> _ASSIGNMENT_: From the entries below, copy every line that holds the word "Terrace".

> _DATA_:
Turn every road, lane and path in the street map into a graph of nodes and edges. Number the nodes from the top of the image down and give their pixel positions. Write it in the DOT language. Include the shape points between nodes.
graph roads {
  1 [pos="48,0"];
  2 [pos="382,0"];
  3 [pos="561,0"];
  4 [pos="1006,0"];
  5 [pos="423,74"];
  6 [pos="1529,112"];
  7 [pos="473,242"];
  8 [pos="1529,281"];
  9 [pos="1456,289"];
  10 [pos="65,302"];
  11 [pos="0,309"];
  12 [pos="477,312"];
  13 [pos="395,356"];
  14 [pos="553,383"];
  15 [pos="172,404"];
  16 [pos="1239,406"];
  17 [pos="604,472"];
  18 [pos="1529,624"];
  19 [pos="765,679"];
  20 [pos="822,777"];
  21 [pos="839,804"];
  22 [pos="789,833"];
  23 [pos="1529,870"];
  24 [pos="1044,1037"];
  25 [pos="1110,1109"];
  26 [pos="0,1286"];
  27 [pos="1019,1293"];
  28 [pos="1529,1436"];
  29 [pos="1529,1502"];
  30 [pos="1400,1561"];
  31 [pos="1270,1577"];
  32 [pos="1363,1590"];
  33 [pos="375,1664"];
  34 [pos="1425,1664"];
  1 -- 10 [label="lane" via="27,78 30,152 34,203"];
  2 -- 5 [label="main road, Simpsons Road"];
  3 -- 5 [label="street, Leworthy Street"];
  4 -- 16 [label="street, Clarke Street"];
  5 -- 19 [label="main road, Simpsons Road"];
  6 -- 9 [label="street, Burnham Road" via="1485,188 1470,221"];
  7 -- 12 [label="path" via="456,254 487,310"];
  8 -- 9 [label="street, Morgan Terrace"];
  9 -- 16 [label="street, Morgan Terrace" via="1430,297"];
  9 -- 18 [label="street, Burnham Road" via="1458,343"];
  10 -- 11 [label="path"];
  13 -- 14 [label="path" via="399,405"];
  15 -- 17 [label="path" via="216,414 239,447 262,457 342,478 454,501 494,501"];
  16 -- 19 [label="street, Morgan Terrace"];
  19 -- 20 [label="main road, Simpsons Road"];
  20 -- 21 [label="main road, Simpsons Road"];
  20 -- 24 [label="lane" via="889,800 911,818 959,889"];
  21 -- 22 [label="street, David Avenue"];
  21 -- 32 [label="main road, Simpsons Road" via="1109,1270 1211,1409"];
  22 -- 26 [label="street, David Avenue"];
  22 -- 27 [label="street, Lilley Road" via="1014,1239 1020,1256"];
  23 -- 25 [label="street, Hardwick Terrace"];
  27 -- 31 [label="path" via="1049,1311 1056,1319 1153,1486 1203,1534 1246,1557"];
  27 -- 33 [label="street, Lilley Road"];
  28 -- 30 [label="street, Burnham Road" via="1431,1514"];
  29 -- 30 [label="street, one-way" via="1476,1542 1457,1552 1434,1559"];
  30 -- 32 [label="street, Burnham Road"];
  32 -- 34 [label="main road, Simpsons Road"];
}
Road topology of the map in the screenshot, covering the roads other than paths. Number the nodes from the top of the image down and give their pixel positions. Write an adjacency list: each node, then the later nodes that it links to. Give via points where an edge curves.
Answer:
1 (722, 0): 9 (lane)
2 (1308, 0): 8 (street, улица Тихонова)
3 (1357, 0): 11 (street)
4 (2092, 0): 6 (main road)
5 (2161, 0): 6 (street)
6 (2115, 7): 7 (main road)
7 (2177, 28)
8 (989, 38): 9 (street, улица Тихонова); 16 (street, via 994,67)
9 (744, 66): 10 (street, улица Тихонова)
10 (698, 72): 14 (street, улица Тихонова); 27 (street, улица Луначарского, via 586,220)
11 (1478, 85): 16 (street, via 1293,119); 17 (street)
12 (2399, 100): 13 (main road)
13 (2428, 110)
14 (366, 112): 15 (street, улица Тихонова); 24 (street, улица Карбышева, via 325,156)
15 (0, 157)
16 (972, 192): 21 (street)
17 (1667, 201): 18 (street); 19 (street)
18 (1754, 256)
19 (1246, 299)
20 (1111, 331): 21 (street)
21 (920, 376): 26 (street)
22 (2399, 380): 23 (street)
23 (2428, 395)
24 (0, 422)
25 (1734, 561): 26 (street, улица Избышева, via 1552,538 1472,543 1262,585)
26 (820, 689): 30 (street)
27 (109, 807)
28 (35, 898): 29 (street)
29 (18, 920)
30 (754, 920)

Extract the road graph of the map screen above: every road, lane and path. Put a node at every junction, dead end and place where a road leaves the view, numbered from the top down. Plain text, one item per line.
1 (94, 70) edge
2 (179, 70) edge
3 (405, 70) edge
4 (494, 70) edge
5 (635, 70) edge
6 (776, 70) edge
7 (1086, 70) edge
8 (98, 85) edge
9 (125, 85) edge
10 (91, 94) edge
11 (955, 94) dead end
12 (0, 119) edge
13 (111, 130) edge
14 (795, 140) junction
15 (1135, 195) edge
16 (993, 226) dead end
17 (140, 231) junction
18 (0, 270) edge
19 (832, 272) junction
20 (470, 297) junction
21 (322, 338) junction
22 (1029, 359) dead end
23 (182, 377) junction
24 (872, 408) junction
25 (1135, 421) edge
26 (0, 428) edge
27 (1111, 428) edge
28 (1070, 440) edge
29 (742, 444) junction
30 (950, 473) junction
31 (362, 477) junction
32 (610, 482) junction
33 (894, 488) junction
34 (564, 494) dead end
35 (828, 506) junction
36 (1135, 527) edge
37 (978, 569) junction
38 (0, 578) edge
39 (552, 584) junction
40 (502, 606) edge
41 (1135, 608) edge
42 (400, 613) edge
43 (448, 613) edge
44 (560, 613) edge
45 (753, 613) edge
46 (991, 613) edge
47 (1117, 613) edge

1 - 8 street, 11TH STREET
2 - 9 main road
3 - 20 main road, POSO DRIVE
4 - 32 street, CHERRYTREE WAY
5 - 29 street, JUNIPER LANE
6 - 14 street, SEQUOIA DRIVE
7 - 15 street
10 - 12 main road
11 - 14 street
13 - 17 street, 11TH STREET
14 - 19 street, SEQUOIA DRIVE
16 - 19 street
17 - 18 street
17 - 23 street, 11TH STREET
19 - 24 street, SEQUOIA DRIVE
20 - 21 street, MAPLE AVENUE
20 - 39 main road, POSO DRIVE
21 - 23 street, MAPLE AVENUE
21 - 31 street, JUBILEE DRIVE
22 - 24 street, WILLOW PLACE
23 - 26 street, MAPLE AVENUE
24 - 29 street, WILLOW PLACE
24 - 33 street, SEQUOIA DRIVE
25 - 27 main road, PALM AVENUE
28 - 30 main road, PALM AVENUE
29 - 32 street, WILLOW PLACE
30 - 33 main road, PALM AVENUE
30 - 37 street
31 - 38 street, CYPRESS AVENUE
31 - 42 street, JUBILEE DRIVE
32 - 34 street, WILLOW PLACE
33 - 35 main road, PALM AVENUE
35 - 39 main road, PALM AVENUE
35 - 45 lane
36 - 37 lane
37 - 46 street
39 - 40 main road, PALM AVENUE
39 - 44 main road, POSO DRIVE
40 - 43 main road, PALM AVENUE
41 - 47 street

> _WRITTEN RESPONSE_:
  8 -- 9 [label="street, Morgan Terrace"];
  9 -- 16 [label="street, Morgan Terrace" via="1430,297"];
  16 -- 19 [label="street, Morgan Terrace"];
  23 -- 25 [label="street, Hardwick Terrace"];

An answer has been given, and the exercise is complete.